I explained this to Dave, and he agreed--and conceded that after years of casting flies to bonefish, leading them was so ingrained in his head that he just couldn't make the fly land so near a fish. I understood his problem. Many other good anglers have had the same experience. It's natural to worry about the fly spooking the fish when it lands on them. And that does happen sometimes. You've simply got to ignore the fish that spook and play the odds. You'll have more takes casting close than you will leading the fish.

Put the fly on the permit's nose--that means two feet or less in front of the fish.

If the fish rejects the fly, retrieve it erratically, then stop retrieving and let it fall to the bottom, where the fish will have an opportunity to pick it up. The best way to know for sure when the fish picks the fly up is to see him do it. Normally, the fish is moving toward the boat and/or the boat is moving toward the fish. With the gap between the fish and fisherman constantly closing, it is difficult to feel exactly what's going on with the fly. If you can't see the fly, or see the fish eat the fly, you need to keep the line tight enough so you can feel him take the fly.

That's tougher with permit than most other fish. He's prone to pick the fly up very gently, then quickly realize it's really not a crab, and spit it out.

As fish go, permit can be pretty smart. But there are some things you can do to give you an edge.

During the retrieve, always watch the fish. If you see his head go down near where you think the fly is, get any slack out of the line at once, and if you feel some resistance, immediately set the hook with a long strip.

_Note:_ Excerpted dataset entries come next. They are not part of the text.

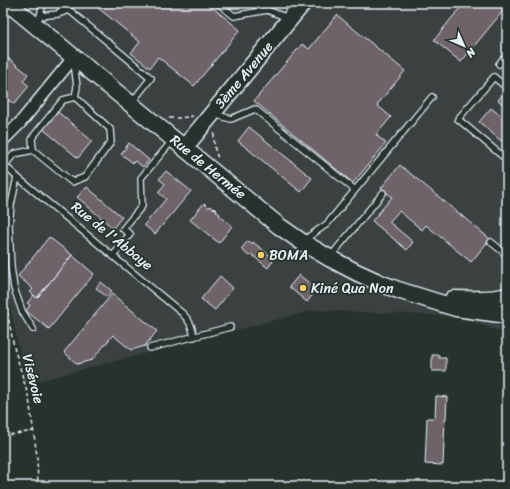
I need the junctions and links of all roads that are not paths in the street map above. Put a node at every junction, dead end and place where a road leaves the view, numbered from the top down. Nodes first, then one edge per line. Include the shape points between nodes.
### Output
1 (8, 3) edge
2 (43, 3) edge
3 (67, 3) edge
4 (218, 3) edge
5 (303, 3) edge
6 (58, 14) junction
7 (290, 19) junction
8 (37, 20) junction
9 (507, 54) edge
10 (74, 57) junction
11 (499, 64) dead end
12 (507, 88) edge
13 (75, 97) junction
14 (432, 97) dead end
15 (130, 104) junction
16 (209, 117) junction
17 (3, 140) edge
18 (179, 143) junction
19 (32, 150) junction
20 (507, 160) edge
21 (4, 165) edge
22 (17, 177) junction
23 (355, 190) junction
24 (383, 193) dead end
25 (302, 242) junction
26 (491, 242) dead end
27 (507, 255) edge
28 (113, 256) junction
29 (331, 259) junction
30 (507, 296) edge
31 (429, 299) junction
32 (507, 315) edge
33 (230, 327) dead end
34 (33, 329) dead end
35 (194, 337) junction
36 (150, 348) dead end

1 - 8 street, Rue de Hermée
2 - 8 lane
3 - 6 lane
4 - 7 lane via 234,16 267,10
5 - 7 street, 3ème Avenue
6 - 8 lane
6 - 15 lane via 69,10 151,78
7 - 16 street, 3ème Avenue
8 - 10 street, Rue de Hermée
9 - 11 lane
10 - 13 lane via 77,87
10 - 15 street, Rue de Hermée
10 - 17 street
12 - 20 lane via 494,78 458,119
13 - 19 lane via 64,100 32,138
13 - 19 lane via 110,129 111,142 85,177 72,182
14 - 23 lane
15 - 18 street, Rue de Hermée
16 - 18 street, 3ème Avenue
16 - 23 lane via 231,119 255,109
18 - 25 street, Rue de Hermée
18 - 28 lane via 141,178 142,206 124,229 130,234
19 - 21 lane via 14,154
21 - 22 lane, Rue de l'Abbaye
22 - 28 lane, Rue de l'Abbaye
22 - 34 lane via 9,226 10,267 22,311
23 - 25 lane via 327,224
24 - 29 lane
25 - 29 street, Rue de Hermée
26 - 27 lane
28 - 35 lane, Rue de l'Abbaye via 182,313 189,321
29 - 31 street, Rue de Hermée via 380,283
30 - 31 street, Rue de Hermée via 486,299
31 - 32 street, Rue de Hermée via 456,308
33 - 35 lane
35 - 36 lane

Some anglers, when they feel the permit is about to take the fly, sweep the rod sideways to tighten the line instead of stripping. The sweeping method may work for some, but it does present one glaring weakness. Suppose a permit chomps down on your fly at the end of the sweep. He better chomp down hard enough to hook himself, for with the rod out to your side at the end of the sweep, you won't have enough leverage to set the hook.